Things began coming to a head in mid-December last year, 2021, when Russia published drafts of two treaties, between itself and NATO. For two decades plus since the US went back on it’s word that it wouldn’t push for expanding NATO following the USSR’s demise, Russia had finally had enough trying to use diplomacy to get through to the USA that the gradual encroachment had to stop. The draft treaties explicitly identified Russia’s red lines, and in conveying them they essentially asked for a response to the question, “Do you agree to them or not?” by a specific date. The Russians did indicate there was some room for negotiation around the edges but not much. If the answer is no, or if there is no explicit reply, Russia made clear she would take action as necessary to assure her own national security. Paul Craig Roberts who, as a senior US Treasury was closely involved in the weapons negotiations with the USSR during the Reagan administration, has written they would have jumped at an agreement like what the Russians were offering until yesterday.

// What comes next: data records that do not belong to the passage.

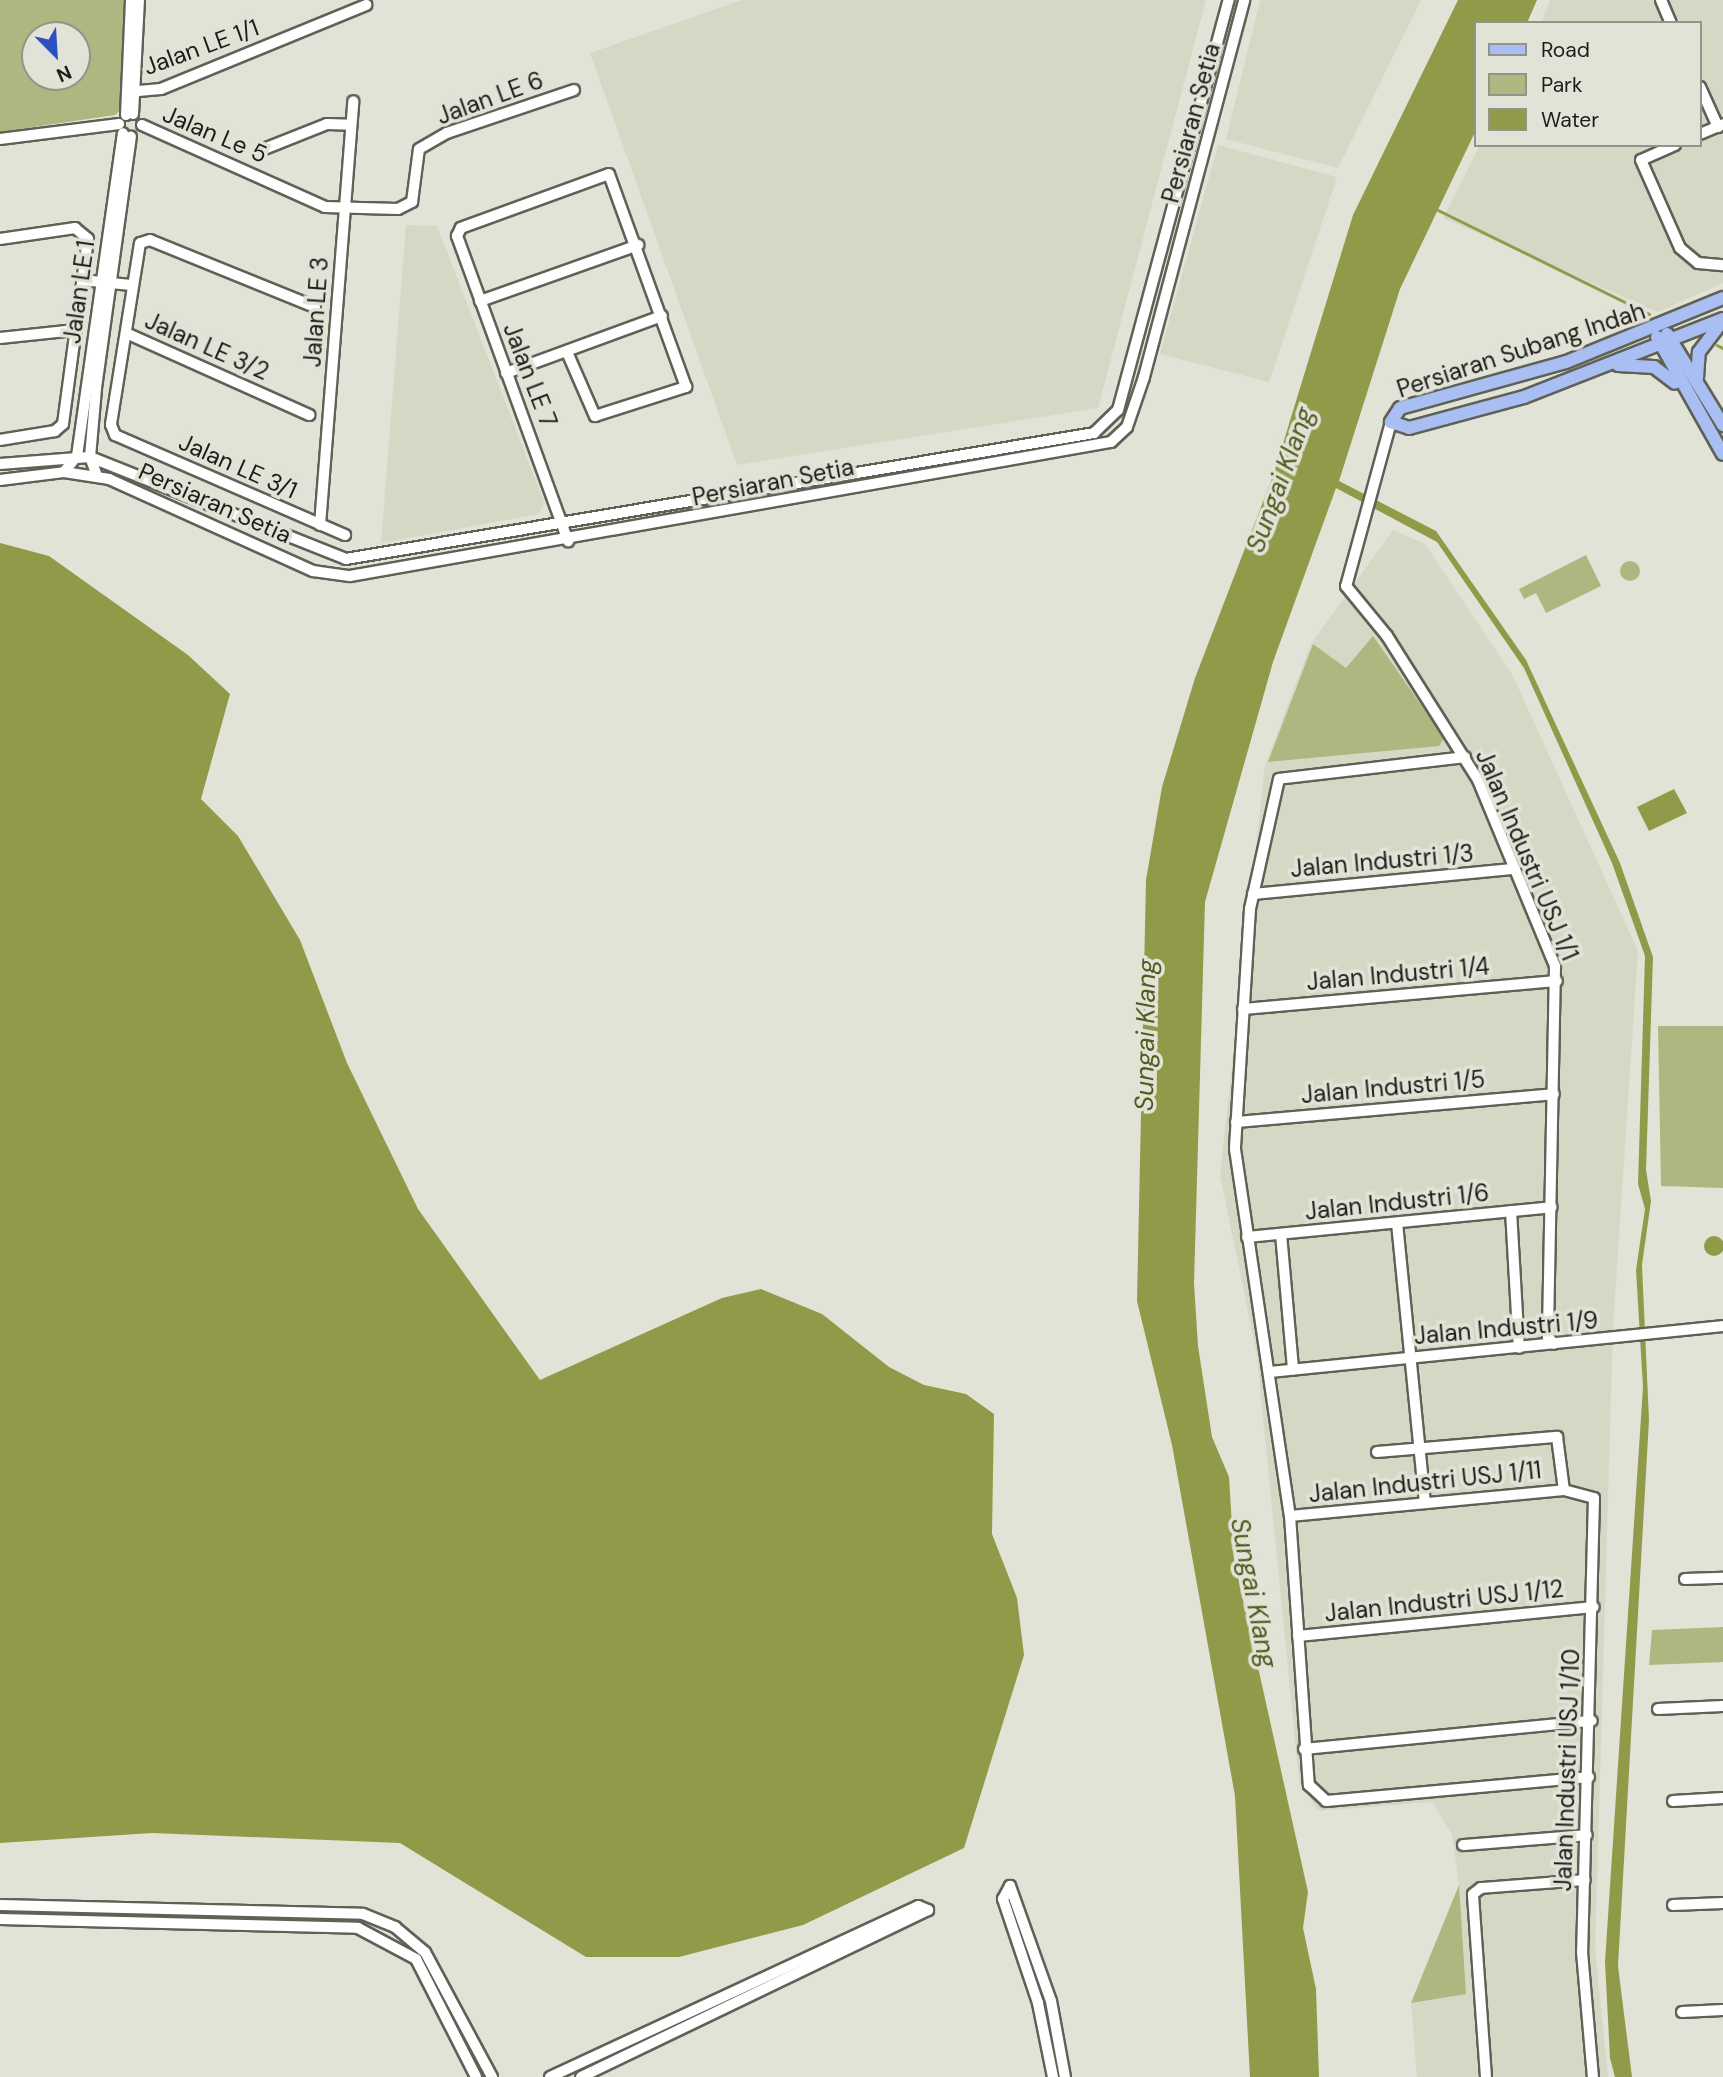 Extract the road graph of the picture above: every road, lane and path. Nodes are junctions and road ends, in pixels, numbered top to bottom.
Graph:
1 (131, 0) edge
2 (139, 0) edge
3 (1229, 0) edge
4 (1244, 0) edge
5 (1661, 0) edge
6 (366, 5) dead end
7 (1670, 21) edge
8 (574, 90) dead end
9 (1702, 91) edge
10 (131, 92) junction
11 (353, 101) dead end
12 (126, 125) junction
13 (142, 125) junction
14 (351, 125) junction
15 (1720, 125) edge
16 (1702, 133) edge
17 (0, 139) edge
18 (1670, 147) edge
19 (264, 149) dead end
20 (345, 208) junction
21 (0, 239) edge
22 (638, 245) junction
23 (1723, 265) edge
24 (82, 280) junction
25 (106, 282) junction
26 (131, 285) junction
27 (1723, 298) edge
28 (480, 301) junction
29 (315, 307) dead end
30 (662, 316) junction
31 (1723, 321) edge
32 (1659, 327) junction
33 (76, 330) junction
34 (126, 333) junction
35 (0, 338) edge
36 (1672, 338) junction
37 (1657, 345) junction
38 (567, 352) junction
39 (1611, 365) junction
40 (506, 373) junction
41 (1697, 382) junction
42 (1681, 387) junction
43 (309, 415) dead end
44 (1391, 422) junction
45 (1108, 425) junction
46 (1723, 425) edge
47 (1116, 438) junction
48 (0, 440) edge
49 (1723, 454) edge
50 (77, 456) junction
51 (90, 457) junction
52 (0, 464) edge
53 (64, 472) junction
54 (97, 477) junction
55 (0, 480) edge
56 (563, 519) junction
57 (320, 524) junction
58 (345, 535) dead end
59 (568, 541) junction
60 (1465, 757) junction
61 (1515, 869) junction
62 (1253, 894) junction
63 (1557, 981) junction
64 (1243, 1009) junction
65 (1554, 1094) junction
66 (1236, 1122) junction
67 (1552, 1208) junction
68 (1511, 1212) junction
69 (1397, 1223) junction
70 (1281, 1234) junction
71 (1247, 1237) junction
72 (1723, 1326) edge
73 (1554, 1343) junction
74 (1519, 1348) junction
75 (1412, 1358) junction
76 (1293, 1369) junction
77 (1270, 1372) junction
78 (1419, 1449) junction
79 (1377, 1452) dead end
80 (1564, 1490) junction
81 (1425, 1503) junction
82 (1290, 1517) junction
83 (1723, 1578) edge
84 (1685, 1579) dead end
85 (1594, 1607) junction
86 (1298, 1636) junction
87 (1723, 1706) edge
88 (1658, 1709) dead end
89 (1592, 1721) junction
90 (1304, 1749) junction
91 (1589, 1777) junction
92 (1723, 1798) edge
93 (1673, 1801) dead end
94 (1587, 1835) junction
95 (1463, 1845) dead end
96 (1585, 1880) junction
97 (1723, 1903) edge
98 (0, 1905) edge
99 (1673, 1905) dead end
100 (0, 1919) edge
101 (1723, 2010) edge
102 (1682, 2012) dead end
103 (475, 2077) edge
104 (492, 2077) edge
105 (550, 2077) edge
106 (581, 2077) edge
107 (1053, 2077) edge
108 (1065, 2077) edge
109 (1486, 2077) edge
110 (1593, 2077) edge

1 - 10 street, Jalan LE 1
2 - 10 street, Jalan LE 1
3 - 45 street, Persiaran Setia
4 - 47 street, Persiaran Setia
5 - 7 street
6 - 10 street, Jalan LE 1/1
8 - 20 street, Jalan LE 6
9 - 15 street
10 - 12 street, Jalan LE 1
11 - 14 street, Jalan LE 3
12 - 13 street
12 - 13 street
12 - 17 street
12 - 25 street, Jalan LE 1
13 - 20 street, Jalan Le 5
14 - 19 street
14 - 20 street, Jalan LE 3
15 - 16 street
18 - 23 street
20 - 57 street, Jalan LE 3
21 - 24 street
22 - 28 street
22 - 28 street, Jalan LE 7
22 - 30 street
24 - 25 street
24 - 33 street
25 - 26 street
25 - 50 street, Jalan LE 1
25 - 51 street, Jalan LE 1
26 - 29 street
26 - 34 street
27 - 32 main road, Persiaran Subang Indah
28 - 40 street, Jalan LE 7
30 - 38 street
30 - 38 street
31 - 36 main road, Persiaran Subang Indah
31 - 41 main road
32 - 36 main road
32 - 37 main road
32 - 44 main road, Persiaran Subang Indah
33 - 35 street
33 - 48 street
34 - 43 street, Jalan LE 3/2
34 - 57 street, Jalan LE 3/1
36 - 37 main road, Persiaran Subang Indah
36 - 41 main road
37 - 39 main road, Persiaran Subang Indah
37 - 42 main road
38 - 40 street
39 - 42 main road
39 - 44 main road, Persiaran Subang Indah
40 - 56 street, Jalan LE 7
41 - 46 main road
42 - 49 main road
44 - 60 street, Jalan Industri USJ 1/1
45 - 47 street
45 - 56 street, Persiaran Setia
47 - 59 street, Persiaran Setia
50 - 51 street, Persiaran Setia
50 - 52 street, Persiaran Setia
50 - 53 street
51 - 54 street
51 - 56 street, Persiaran Setia
53 - 54 street, Persiaran Setia
53 - 55 street, Persiaran Setia
54 - 59 street, Persiaran Setia
56 - 59 street, Jalan LE 7
57 - 58 street, Jalan LE 3/1
60 - 61 street, Jalan Industri USJ 1/1
60 - 62 street
61 - 62 street, Jalan Industri 1/3
61 - 63 street, Jalan Industri USJ 1/1
62 - 64 street
63 - 64 street, Jalan Industri 1/4
63 - 65 street, Jalan Industri USJ 1/1
64 - 66 street
65 - 66 street, Jalan Industri 1/5
65 - 67 street, Jalan Industri USJ 1/1
66 - 71 street
67 - 68 street, Jalan Industri 1/6
67 - 73 street, Jalan Industri USJ 1/1
68 - 69 street, Jalan Industri 1/6
68 - 74 street
69 - 70 street, Jalan Industri 1/6
69 - 75 street
70 - 71 street, Jalan Industri 1/6
70 - 76 street
71 - 77 street
72 - 73 street, Jalan Industri 1/9
73 - 74 street, Jalan Industri 1/9
74 - 75 street, Jalan Industri 1/9
75 - 76 street, Jalan Industri 1/9
75 - 78 street
76 - 77 street, Jalan Industri 1/9
77 - 82 street
78 - 79 street
78 - 80 street
78 - 81 street
80 - 81 street, Jalan Industri USJ 1/11
80 - 85 street, Jalan Industri USJ 1/10
81 - 82 street, Jalan Industri USJ 1/11
82 - 86 street
83 - 84 street
85 - 86 street, Jalan Industri USJ 1/12
85 - 89 street, Jalan Industri USJ 1/10
86 - 90 street
87 - 88 street
89 - 90 street
89 - 91 street, Jalan Industri USJ 1/10
90 - 91 street
91 - 94 street, Jalan Industri USJ 1/10
92 - 93 street
94 - 95 street
94 - 96 street, Jalan Industri USJ 1/10
96 - 109 street
96 - 110 street, Jalan Industri USJ 1/10
97 - 99 street
98 - 104 street
100 - 103 street
101 - 102 street
105 - 106 street
107 - 108 street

Some of us remember as young adults the only time the US of A was on DEFCON 2 for any length of time. It was the Cuban Missile Crisis, and we vividly recall the visceral fear that gripped us 24/7 during that final week it was public knowledge before it was resolved. Since the fragmentation of the Soviet Union in 1991 remembrances began trickling out from both Russia and America have revealed we weren’t nearly as terrified as we should have been. In 1989, during a rapprochement between the USA and USSR a colloquium was held in Moscow to which were invited people who had been involved in the crisis as senior officials of the former USSR and the USA. Two salient facts that emerged from the discussion, the first of which is the Americans were working on the basis of an alarmingly flawed intelligence. We knew from U-2 flyover intelligence there were missiles on Cuba, but launch sites for them were still under construction. However the intelligence assessment was that all warheads for them were either still in the USSR or at sea, not yet arrived on the island. During the conference the Americans learned there were in fact about 75 warheads already on the island, and furthermore at least fifteen of them were mounted and ready to fire on 100 mile range ballistic missiles. More than enough t o reach far south Florida, not to mention the huge fleet with which the US was surrounding the island.

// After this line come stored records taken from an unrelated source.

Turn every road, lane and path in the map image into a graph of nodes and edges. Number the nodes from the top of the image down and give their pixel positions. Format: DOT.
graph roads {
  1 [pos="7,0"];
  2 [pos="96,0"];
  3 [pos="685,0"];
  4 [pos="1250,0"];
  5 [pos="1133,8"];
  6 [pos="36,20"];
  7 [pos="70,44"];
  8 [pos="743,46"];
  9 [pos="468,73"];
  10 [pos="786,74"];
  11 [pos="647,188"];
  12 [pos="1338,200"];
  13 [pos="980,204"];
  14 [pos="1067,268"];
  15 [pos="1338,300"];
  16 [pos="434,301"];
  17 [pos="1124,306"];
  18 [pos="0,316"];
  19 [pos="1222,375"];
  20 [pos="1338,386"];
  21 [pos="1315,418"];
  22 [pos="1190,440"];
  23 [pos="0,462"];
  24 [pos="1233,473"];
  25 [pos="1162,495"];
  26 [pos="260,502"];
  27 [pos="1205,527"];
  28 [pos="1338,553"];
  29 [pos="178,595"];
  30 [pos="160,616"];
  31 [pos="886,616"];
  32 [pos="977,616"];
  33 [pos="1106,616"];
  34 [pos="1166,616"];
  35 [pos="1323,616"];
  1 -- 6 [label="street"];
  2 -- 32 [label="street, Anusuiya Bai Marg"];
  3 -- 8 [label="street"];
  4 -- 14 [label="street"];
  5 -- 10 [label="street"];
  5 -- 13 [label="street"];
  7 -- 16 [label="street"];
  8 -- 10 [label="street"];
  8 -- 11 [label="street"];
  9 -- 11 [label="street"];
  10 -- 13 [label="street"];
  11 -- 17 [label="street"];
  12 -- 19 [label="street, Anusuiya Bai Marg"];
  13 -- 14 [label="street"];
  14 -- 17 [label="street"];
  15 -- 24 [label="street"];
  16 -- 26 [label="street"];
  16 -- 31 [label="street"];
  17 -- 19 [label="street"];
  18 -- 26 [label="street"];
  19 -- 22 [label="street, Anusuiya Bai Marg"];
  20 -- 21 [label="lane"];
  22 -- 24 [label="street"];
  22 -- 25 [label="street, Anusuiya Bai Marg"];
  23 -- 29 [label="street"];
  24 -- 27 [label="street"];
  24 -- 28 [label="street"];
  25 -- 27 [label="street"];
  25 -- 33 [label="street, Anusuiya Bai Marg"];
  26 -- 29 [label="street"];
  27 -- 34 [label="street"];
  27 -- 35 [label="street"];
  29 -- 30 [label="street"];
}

The other important fact to come out of the conference is the only adult, senior decision makers in the situation rooms were the premier of the USSR and the president of the United States. Aside from a few people at junior levels, everyone else, and especially the military brass, advocated throwing down the gauntlets. Based on information available in Daniel Elsberg’s 2017 book The Doomsday Machine: Confessions of a Nuclear War Planner, tens of millions of people would have died within hours and probably a billion or two more as a result of the ensuing several years of nuclear winter – a phenomenon unknown until two decades later when computer technology had advanced enough to enable climate modeling. Billions of people likely owe the length of their lives to the cool heads of John F. Kennedy and Nikita S. Khrushchev, as do billions more who’d never have been born.
The other incident took place off the shore of Cuba when a USSR submarine came close to launching a nuclear tipped torpedo aimed at the USS Randolph, an Essex class aircraft carrier. I first read of this in The Guardian several years ago and when searching for it today found another source, Russia Beyond, that disagreed with my recollection of several important details. I finally found the Guardian link and I’m quite sure it’s been edited. The original was clear that Vasily Arkhipov was the executive officer of the USSR B-59, not the commander of the flotilla of which the submarine was a part. In naval speak the “XO” is the number 2 person in the chain of command on a boat. The original Guardian piece stated that when a nuclear armed sub was out of communication with headquarters, the three senior people aboard – the captain, the XO, and the political officer – had to unanimously agree the USSR was at war, and that XO Vasily Arkhipov was the only one who voted no. The revised Guardian piece does not explicitly identify Arkhipov’s role aboard the B-59, nor address how the decision to surface instead of fire the torpedo was made. As for the Russia Beyond piece, if the writer was unfamiliar with naval terminology he or she may have assumed the executive office outranked the captain.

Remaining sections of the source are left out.